▶ _EXERCISE_:
Only a number is wanted: how many lines in these records contain the word "hand"?

▶ _EXTRACTED ENTRIES_:
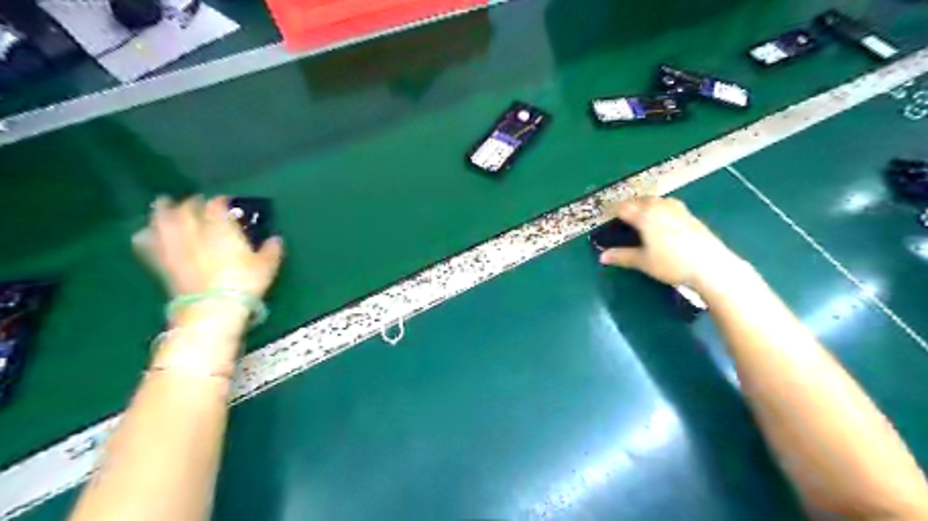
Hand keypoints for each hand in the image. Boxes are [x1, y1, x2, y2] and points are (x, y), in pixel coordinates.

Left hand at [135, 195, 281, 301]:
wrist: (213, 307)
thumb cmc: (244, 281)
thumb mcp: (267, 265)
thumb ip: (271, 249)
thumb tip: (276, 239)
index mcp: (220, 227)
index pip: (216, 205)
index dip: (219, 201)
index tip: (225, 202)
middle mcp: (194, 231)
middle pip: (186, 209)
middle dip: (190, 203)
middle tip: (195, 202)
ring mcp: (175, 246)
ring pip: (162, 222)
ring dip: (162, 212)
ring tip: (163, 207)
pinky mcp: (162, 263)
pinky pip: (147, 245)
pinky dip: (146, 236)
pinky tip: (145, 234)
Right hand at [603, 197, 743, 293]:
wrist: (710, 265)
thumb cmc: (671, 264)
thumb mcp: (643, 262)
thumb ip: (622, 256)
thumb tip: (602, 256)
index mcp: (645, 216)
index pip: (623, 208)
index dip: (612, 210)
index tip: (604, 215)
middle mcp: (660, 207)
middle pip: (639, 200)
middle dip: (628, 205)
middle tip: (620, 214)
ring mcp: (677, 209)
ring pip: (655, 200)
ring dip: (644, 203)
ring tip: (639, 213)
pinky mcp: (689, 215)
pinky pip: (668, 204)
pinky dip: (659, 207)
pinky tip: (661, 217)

---

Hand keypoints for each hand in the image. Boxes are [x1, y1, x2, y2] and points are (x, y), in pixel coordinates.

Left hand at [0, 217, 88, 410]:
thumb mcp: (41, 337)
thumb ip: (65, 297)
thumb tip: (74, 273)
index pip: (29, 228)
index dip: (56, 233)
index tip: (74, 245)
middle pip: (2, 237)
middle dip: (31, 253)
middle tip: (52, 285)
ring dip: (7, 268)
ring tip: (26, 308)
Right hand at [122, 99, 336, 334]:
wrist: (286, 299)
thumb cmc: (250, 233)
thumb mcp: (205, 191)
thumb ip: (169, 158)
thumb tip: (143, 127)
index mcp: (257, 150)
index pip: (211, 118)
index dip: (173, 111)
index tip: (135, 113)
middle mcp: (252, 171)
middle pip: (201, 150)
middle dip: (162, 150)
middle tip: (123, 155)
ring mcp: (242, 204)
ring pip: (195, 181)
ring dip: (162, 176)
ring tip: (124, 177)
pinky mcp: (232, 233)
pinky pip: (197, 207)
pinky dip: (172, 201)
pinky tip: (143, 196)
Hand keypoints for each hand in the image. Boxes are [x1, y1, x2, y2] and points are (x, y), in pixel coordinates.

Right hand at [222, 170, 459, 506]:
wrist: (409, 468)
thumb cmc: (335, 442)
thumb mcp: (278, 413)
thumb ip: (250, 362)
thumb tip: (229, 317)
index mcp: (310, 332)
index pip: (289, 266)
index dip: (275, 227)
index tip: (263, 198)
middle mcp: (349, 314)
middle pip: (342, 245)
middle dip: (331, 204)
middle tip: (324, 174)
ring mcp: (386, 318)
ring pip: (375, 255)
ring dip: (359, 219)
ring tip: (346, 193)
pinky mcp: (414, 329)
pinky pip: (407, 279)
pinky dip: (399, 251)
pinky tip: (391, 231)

▶ _RESPONSE AREA_:
8